Back when aviation was still in its infancy, pilots had very little instrumentation to rely on even for simple tasks such as flying time lapsed or minutes left before the tanks go dry. Many pioneering aviators took their pocket watches with them to help keep track of time but it wasn’t easy to pull out a pocket watch in an open cockpit being buffeted by winds let alone read the time while trying to maintain control of an ungainly flying machine. This just happened to be one of the flying stories Santos-Dumont happened to mention to his friend Louis Cartier in 1901. This conversation led to Cartier to design the very first aviation-centric wristwatch in 1904 which we now refer to as the Cartier Santos-Dumont Watch. It gained popularity in the 1980s and soon thereafter many different iterations came about.
The Cartier Santos-Dumont watch you see here is has been redesigned to be closer to the original Santos-Dumont watch (circa 1978) with its signature contoured case and clean lines and unadorned elegance. The watch carries an “XL” designation but at 46.6mmX33.9mm with a thickness of just 7.5mm, it sits comfortably on the wrist. The wide dial offers a clear and legible view of the sword-shaped hands as well and the detail of the satin-finished sunray dial.

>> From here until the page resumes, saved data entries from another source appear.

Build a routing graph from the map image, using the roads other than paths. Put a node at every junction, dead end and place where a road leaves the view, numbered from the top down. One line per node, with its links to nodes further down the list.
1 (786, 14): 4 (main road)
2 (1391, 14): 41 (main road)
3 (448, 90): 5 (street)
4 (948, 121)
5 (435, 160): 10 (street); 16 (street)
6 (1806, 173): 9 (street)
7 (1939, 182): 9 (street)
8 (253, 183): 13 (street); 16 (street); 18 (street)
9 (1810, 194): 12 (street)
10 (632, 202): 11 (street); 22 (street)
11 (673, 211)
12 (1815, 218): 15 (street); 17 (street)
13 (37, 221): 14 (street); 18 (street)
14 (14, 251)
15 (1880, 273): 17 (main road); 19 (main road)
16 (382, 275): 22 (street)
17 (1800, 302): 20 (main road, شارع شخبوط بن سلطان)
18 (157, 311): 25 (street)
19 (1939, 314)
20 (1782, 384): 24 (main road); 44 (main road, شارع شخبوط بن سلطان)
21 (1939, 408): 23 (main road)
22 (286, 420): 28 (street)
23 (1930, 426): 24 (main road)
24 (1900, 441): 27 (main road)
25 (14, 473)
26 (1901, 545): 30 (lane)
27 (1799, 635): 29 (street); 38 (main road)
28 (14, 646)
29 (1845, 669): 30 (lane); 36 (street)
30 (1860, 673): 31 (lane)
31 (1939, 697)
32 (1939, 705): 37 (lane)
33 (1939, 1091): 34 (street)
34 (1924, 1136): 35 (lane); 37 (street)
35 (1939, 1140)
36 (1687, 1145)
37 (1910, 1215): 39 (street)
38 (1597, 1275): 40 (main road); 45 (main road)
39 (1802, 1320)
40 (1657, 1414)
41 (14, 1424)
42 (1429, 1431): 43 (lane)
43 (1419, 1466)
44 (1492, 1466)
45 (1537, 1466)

Turning over the watch reveals an engraved caseback with the initials S-D, the signature of Alberto Santos-Dumont.
Unlike the previous year’s quartz offerings, this year’s Cartier Santos-Dumont XL is powered by Cartier’s manufacture 430 MC mechanical hand wound movement. Oscillating at 21,600 vibrations per hour, the movement is capable of storing 38 hours of power in reserve.
While we are particularly drawn to the steel version, an 18K pink gold and 18K pink gold and steel versions available.